Oh, one day! . . . one day when I would be free again, and the guest of a free Germany, I would publish that book, and the Germans who would read it would feel grateful to Adolf Hitler for having, through the appeal
of his masterful Ideology, compelled even foreigners to believe in Germany’s divine mission!
In the meantime, I continued to relate my conversation with Herr A. in the shade of the holy Forest.
The days were getting longer and longer, for the month of May was nearing its end. In four weeks’ time, it would be the solar solstice, the longest day in the year, I could now work till half past ten at night without straining my eyes too much.
The glow of the late sunset flooded my cell.

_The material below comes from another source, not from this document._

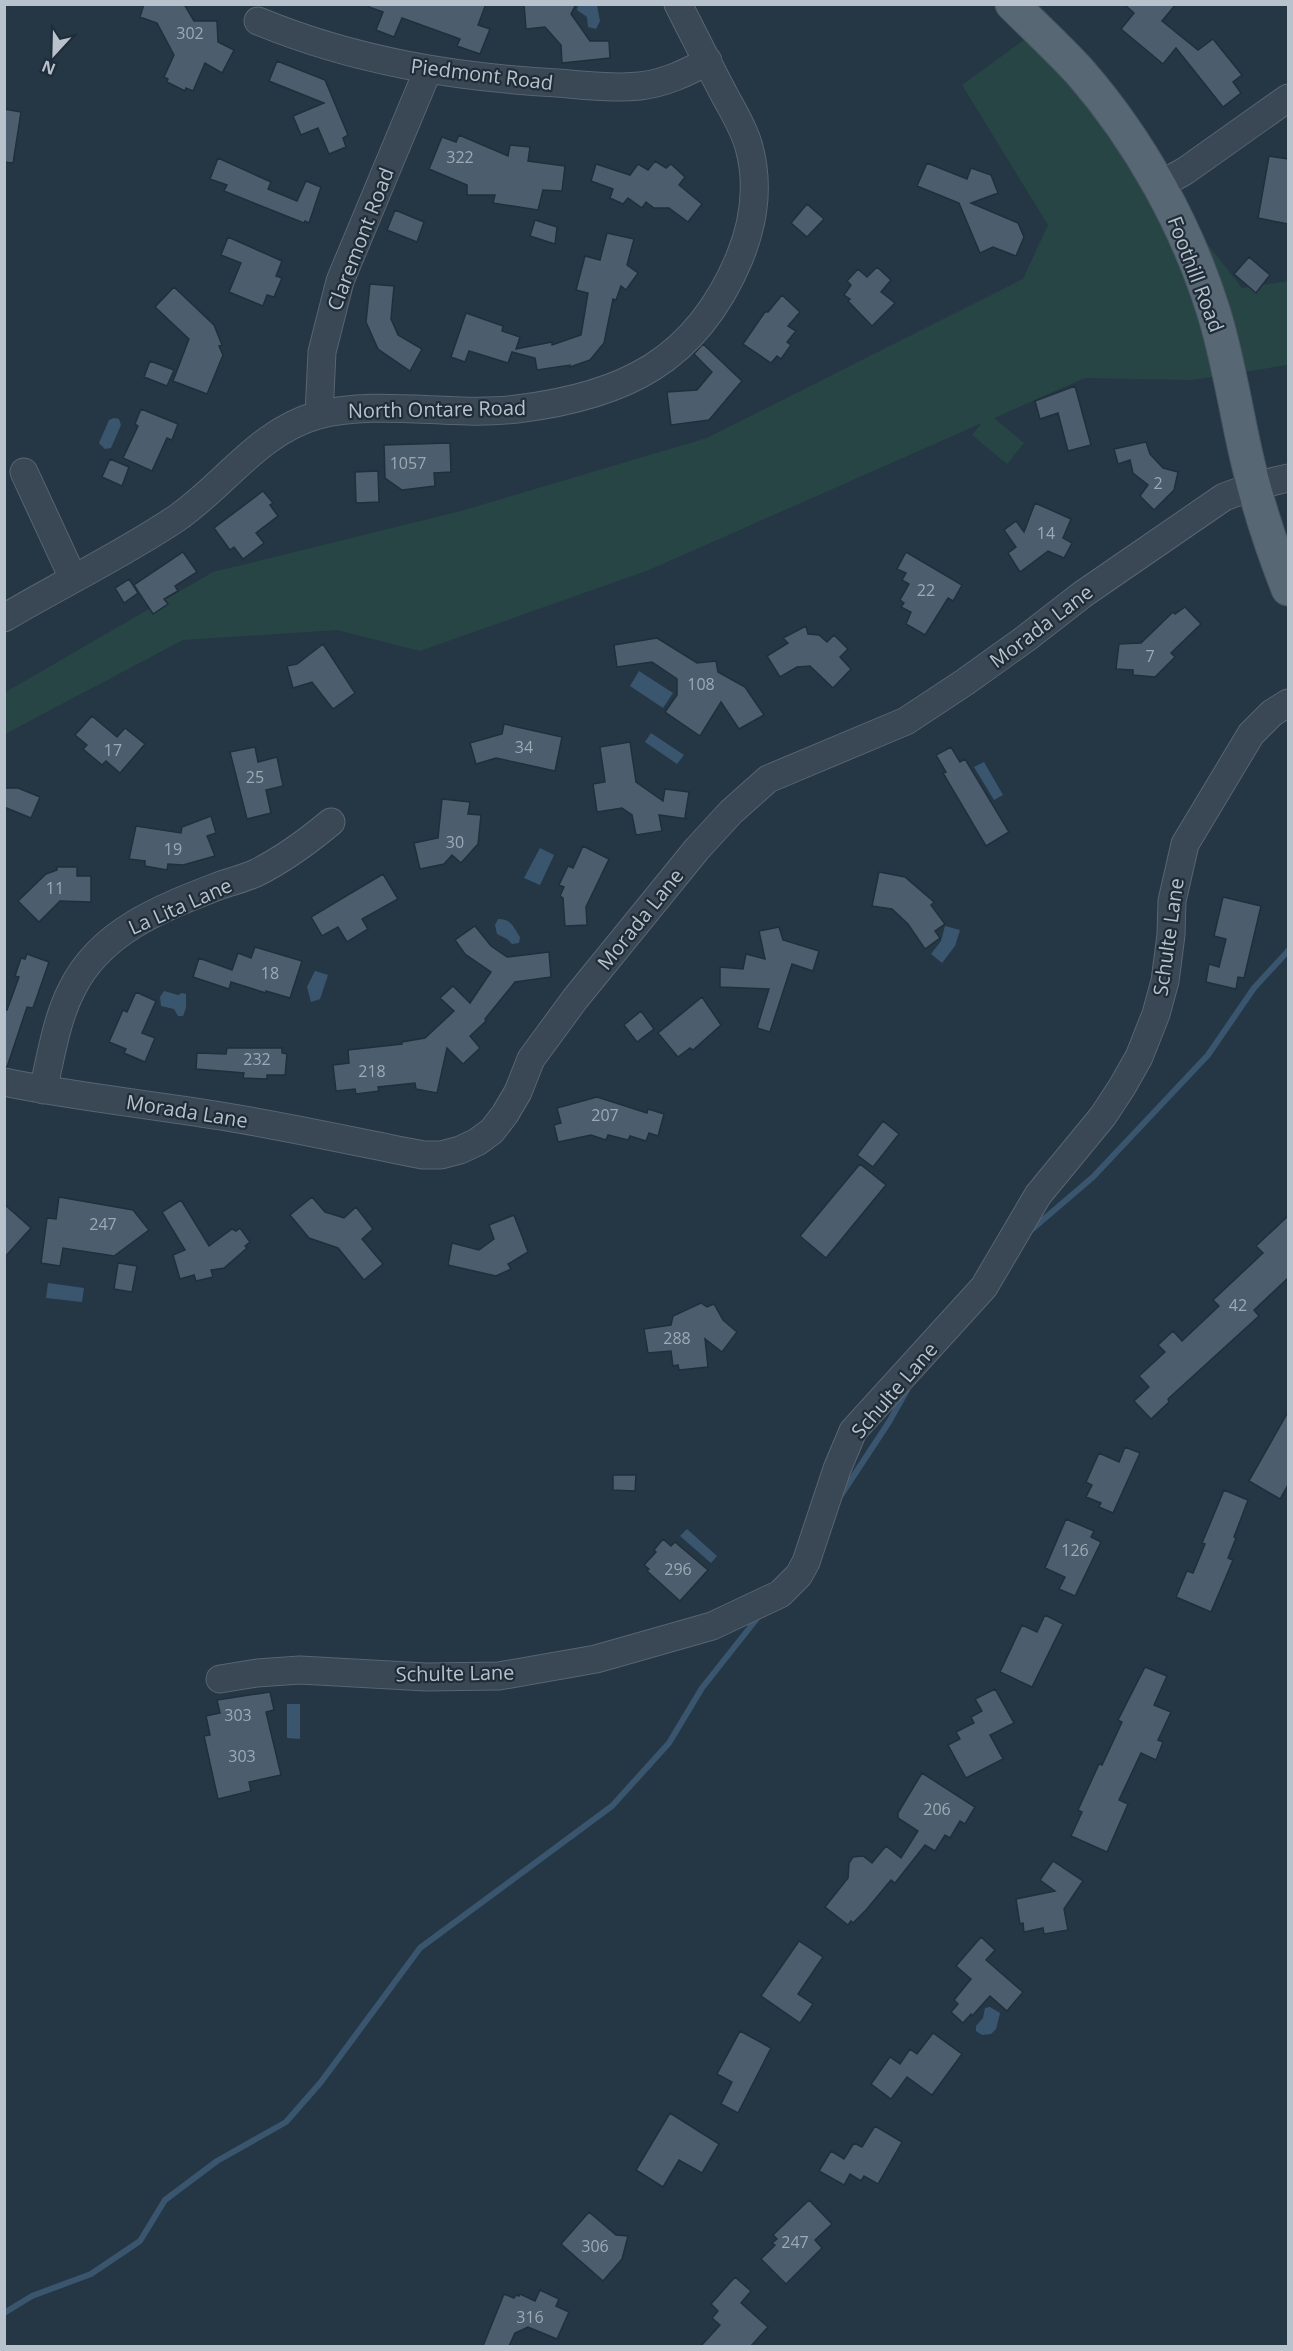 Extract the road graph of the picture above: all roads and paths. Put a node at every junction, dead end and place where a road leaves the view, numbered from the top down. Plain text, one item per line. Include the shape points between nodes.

Through the three transparent windowpanes of my window, I could see series of small incandescent clouds, like streaks of red-hot embers across the luminous, peaceful blue sky. Everything was quiet and beautiful, soothing and uplifting. I then, sometimes, suddenly remembered that, when I was in India, although the sky might have been, equally beautiful, the surroundings were anything but quiet. I recalled how trying it had often been for me to write A Son of God and other of my books in the midst of the shrieks of the neighbours’ children or the noise of their ‘radios’ turned on full blast, or in the night-long deafening roar of drums and shrill sound of castanets from the immediate neighbourhood or the loud conversations, music and brawls of people lying on the footpath before my windows in a country where so many men literally live in the street. “Being in prison is at least better than that.” I often thought to myself; “and especially when the staff is as kind to me as they all are here in Werl!”

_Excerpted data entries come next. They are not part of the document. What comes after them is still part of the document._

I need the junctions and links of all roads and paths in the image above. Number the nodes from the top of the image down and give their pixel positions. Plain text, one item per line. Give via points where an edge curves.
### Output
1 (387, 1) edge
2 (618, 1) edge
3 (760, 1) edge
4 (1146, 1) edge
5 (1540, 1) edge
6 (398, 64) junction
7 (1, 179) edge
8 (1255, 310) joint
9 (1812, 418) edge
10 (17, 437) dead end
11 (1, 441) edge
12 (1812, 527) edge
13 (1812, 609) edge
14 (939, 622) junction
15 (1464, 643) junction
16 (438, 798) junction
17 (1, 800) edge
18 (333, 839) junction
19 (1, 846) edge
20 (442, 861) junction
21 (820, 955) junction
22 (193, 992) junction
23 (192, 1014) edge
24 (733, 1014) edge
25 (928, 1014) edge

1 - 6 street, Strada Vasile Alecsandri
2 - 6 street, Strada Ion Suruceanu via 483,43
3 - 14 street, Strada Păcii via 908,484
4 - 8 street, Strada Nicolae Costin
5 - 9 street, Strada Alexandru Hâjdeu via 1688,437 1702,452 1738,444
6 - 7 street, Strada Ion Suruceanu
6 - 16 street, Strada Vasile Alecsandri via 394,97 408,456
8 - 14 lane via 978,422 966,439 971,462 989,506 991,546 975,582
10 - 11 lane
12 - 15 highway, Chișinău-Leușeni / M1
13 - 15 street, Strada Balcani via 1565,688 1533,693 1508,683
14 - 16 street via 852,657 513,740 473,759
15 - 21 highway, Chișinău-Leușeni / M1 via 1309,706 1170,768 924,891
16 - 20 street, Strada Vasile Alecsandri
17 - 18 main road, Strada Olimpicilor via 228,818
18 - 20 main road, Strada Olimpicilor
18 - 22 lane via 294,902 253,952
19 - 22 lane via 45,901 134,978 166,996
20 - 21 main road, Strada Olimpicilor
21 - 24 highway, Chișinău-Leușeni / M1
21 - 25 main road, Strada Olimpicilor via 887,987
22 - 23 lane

I felt that, with my writing, and the regular Sunday afternoon visits of my comrades of the D wing, — with the friendship of H. E., whom I had grown to love as I have loved few people on this earth — three years in Werl would
pass fairly agreeably, if not, of course, as much so as if I had myself been in the D wing. After finishing Gold in the Furnace, I would resume writing The Lightning and the Sun. The books could hardly be published before three years, anyhow. So it did not matter so much after all, if I were not free. The work I had been doing, when arrested, others would surely do, and no doubt more intelligently and more efficiently than I. So why worry?
The interest of the Nazi cause — the strengthening of those convictions that had always been mine, in the hearts of Hitler’s people: and the awakening of the Aryan consciousness all over the world, wherever there were pure Aryans left — was all that mattered. And in silence, in effacement, in the seclusion of my cell, I was contributing my best to that one sole work dear to my heart.

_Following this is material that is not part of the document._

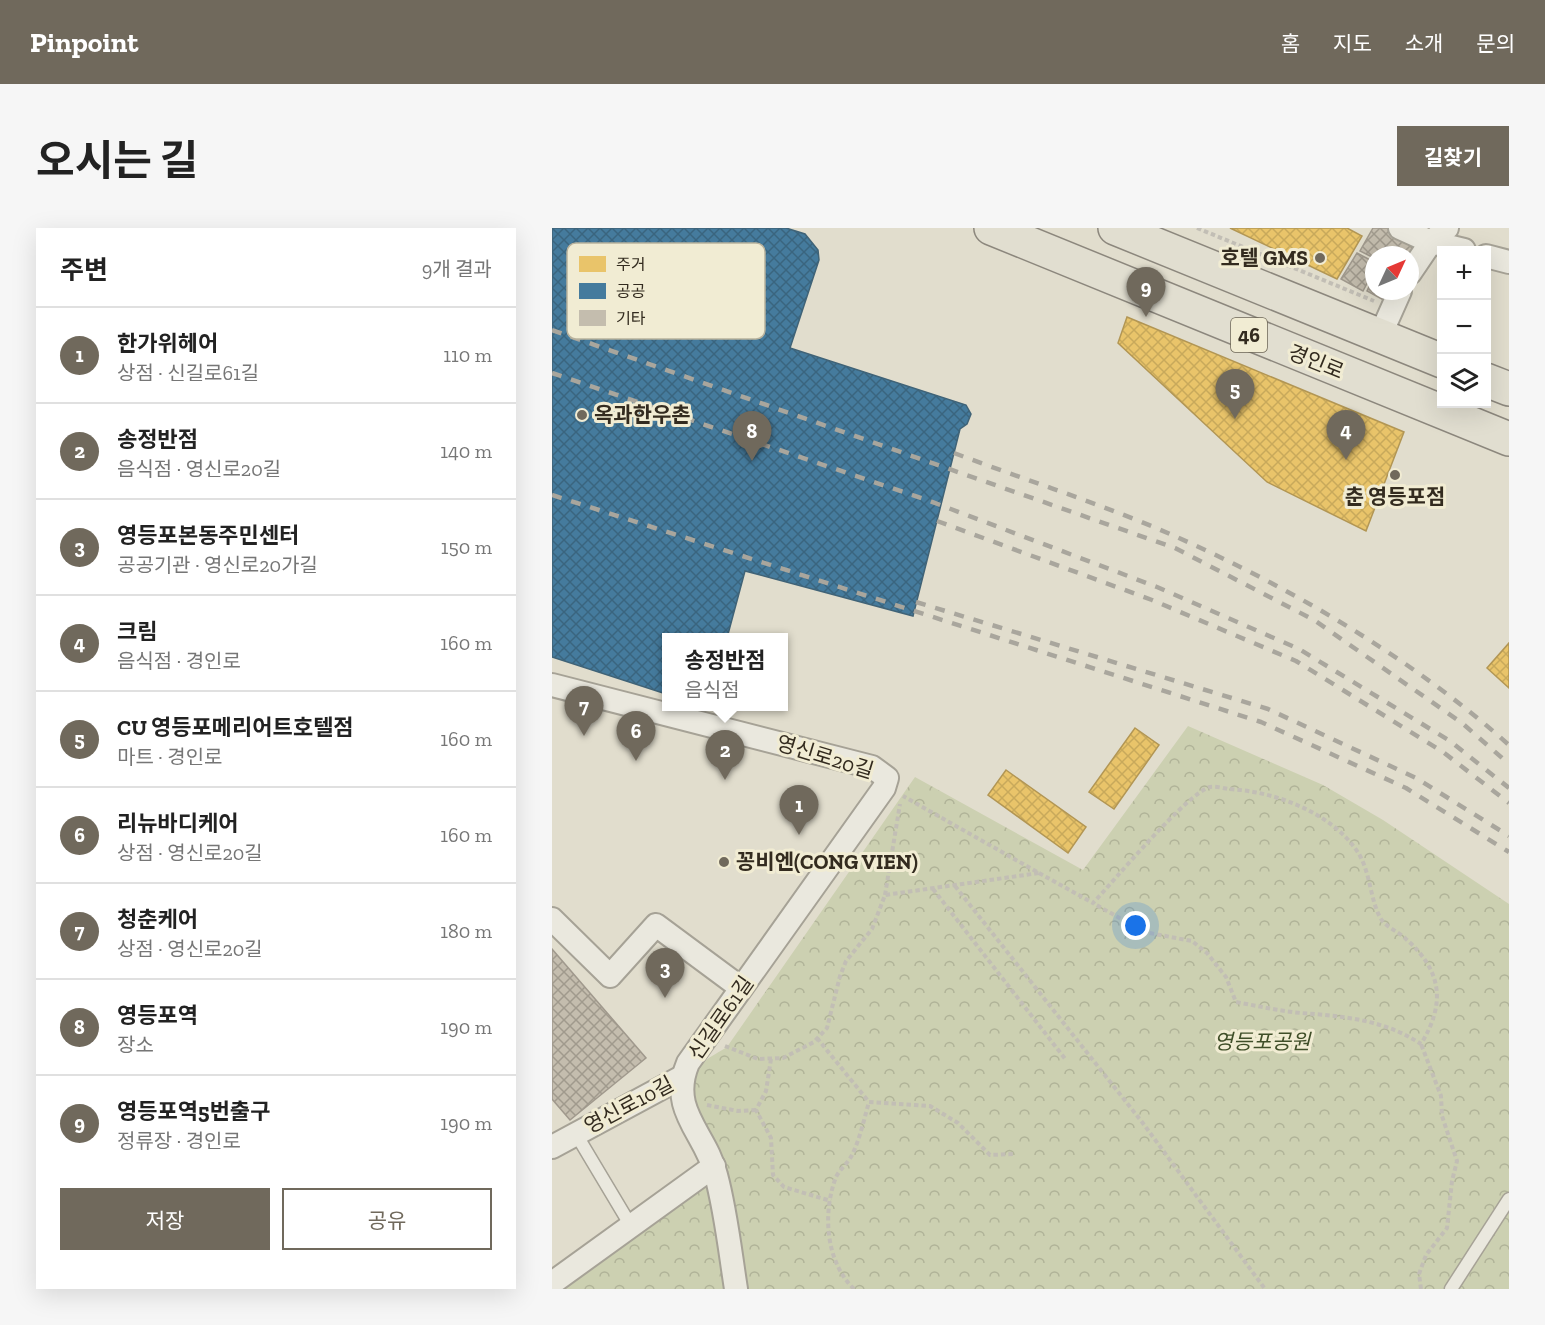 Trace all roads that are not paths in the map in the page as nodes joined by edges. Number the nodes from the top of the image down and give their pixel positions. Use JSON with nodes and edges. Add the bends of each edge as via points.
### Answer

When I could see no more to write, I would gaze once more at the splendour of the sky, and thank the all-knowing, all-pervading invisible Powers that had bestowed upon me such privileges, wrought in my favour such miracles, filled me, in jail, with such a constant awareness of my strength and such constant joy in spite of all difficulties, nay, in spite of the great humiliation inflicted upon me — my exile from the D wing. I would thank the invisible Powers of Light and Life that would, one day, with mathematical precision. at the appointed necessary time, through ways that I did not know, bring back, to the amazement of the world, the role of my undaunted comrades, — grown still greater and stronger, during the trial of these atrocious years — the rule of our Führer, alive or dead — living forever; the rule of the everlasting truth that we represent.